Nadie más en el vagón. Solo dos gaviotas buscando comida debajo de los asientos; a una le falta una pata, tiene un muñón sucio, y la otra picotea con fuerza un envoltorio de chocolate hershey’s. Revisas tus bolsillos, tu mochila, te levantas y tambaleas hacia la salida como si estuvieras aprendiendo a caminar.
2
Coney Island.
La estación de metro vacía.
No es primera vez que te quedas dormido y despiertas en Coney Island. Es octubre, pero ya parece enero o febrero: cielo levemente rojizo, eléctrico, muchas nubes grises y bastante frío: tienes las uñas moradas y los labios partidos. Metes las manos en los bolsillos. Decides pasear un poco por la playa en vez de regresar a tu pieza en Harlem. Sigues un poco borracho y de seguro no podrás dormir. Sales de la estación de metro. Caminas hasta el paseo marítimo. Llueve y no tienes paraguas, tampoco abrigo. Buscas un restaurante, un café, lo que sea, aunque todo parece cerrado. Caminas un poco más, pero no tiene gracia. Finalmente encuentras un local ruso a un costado del parque de atracciones. Se llama Banya. Entras. Eres el único cliente. Se escuchan ruidos metálicos desde la cocina. Te pones en una mesa cerca de la ventana. Quieres ver cómo el viento pega contra la montaña rusa. Una vez te subiste a esa máquina, recuerdas. O mejor dicho, conoces alguien que se subió y ahora te imaginas esa historia como si fuera propia. A veces juegas a eso: te apropias de los recuerdos ajenos: los formas y deformas.
Bostezas.
Parece que en cualquier momento la montaña rusa se cae. Es de madera, blanca, vieja y astillada. El viento pega y la estructura tiembla. Pasarás esta mañana ordenando –o intentando ordenar– los episodios fronterizos de la noche anterior. Esa frontera de tu memoria que en algún momento cruzaste y que hoy no consigues recordar. Aunque recordar, en esta ciudad, es imposible.
3
El goulash está tibio y oscuro y lo comes con una cuchara aun más fría y con sabor a cebolla (como si no la hubieran lavado del todo). Recuerdas una fiesta. Era cerca de un puente. ¿Brooklyn? ¿Williamsburg? Durante la primera hora conoces gente y les mientes. Dices que eres abogado, chef, periodista, carpintero y luego reviertes el orden de las respuestas. Al rato te aburres y evades a la gente; tu ánimo de conectar disminuye y hablas poco.
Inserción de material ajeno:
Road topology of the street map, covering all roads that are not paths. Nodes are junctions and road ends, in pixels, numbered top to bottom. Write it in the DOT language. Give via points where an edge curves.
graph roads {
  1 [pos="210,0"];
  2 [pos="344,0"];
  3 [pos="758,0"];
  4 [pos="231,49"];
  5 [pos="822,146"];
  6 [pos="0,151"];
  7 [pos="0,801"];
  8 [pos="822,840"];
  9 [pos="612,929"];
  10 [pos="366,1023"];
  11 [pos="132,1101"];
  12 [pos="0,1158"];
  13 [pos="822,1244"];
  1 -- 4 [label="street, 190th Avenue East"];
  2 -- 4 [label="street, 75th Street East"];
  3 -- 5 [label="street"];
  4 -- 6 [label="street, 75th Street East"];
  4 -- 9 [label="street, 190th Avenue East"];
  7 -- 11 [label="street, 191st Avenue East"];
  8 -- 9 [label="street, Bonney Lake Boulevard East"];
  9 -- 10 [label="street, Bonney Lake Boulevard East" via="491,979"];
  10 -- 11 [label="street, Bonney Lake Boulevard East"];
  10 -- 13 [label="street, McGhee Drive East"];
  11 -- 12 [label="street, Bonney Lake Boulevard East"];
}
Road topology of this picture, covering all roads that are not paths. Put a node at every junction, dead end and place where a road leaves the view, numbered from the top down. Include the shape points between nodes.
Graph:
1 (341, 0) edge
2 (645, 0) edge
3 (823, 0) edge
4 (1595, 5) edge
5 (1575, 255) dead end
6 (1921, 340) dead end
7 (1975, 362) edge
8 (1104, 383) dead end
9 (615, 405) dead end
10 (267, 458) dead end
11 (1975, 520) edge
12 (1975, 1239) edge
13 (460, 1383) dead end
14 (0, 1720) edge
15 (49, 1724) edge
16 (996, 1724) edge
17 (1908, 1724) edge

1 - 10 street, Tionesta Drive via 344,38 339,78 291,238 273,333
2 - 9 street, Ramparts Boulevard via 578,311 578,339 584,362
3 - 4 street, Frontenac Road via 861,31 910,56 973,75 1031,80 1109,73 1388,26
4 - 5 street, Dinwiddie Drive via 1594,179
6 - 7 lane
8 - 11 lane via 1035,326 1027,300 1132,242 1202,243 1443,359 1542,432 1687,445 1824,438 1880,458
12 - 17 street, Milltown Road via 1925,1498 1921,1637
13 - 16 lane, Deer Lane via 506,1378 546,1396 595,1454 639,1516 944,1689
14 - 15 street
El espacio donde se celebra la fiesta es una fábrica de azúcar del siglo diecinueve. Es un galpón espacioso, una refinería convertida en sala de arte moderno. Encuentras una placa: acá traían esclavos del sur para trabajar. Y ahora hacen fiestas con luces de árbol de pascua, con nortec, bachata, country-pisteo y rastastás de fondo. Debe haber más de cien personas. Todos son latinoamericanos, genteficadores como tú, y por eso las conversaciones se repiten. De dónde vienes, a qué te dedicas, hace cuánto vives acá, cuál es tu plan. Mucho escritor que juega a ser marginal; mucho hijo de político; mucho cineasta que consiguió que James Franco saliera en uno de sus cortos intimistas. Mucho Latino que en el fondo quiere ser gringo. Te aburres de ti mismo, de tu rabia gratuita, y como siempre, cuando estás en un grupo de gente, no sabes qué decir. O no quieres saber qué decir. Mejor callar hasta que tu silencio te vuelva invisible. Sacas tu teléfono. Escribes mensajes inexistentes. Revisas tu mail y facebook. El tinder. Por momentos haces como que hablas, sólo para dar la sensación de que estás en algo, con alguien al teléfono, pero ese truco no dura mucho. Además, así te sientes estúpido. Preguntas dónde está el baño, o simplemente caminas para allá, y entras para mojarte la cara. Buscas la salida, caminas, te vas sin despedirte.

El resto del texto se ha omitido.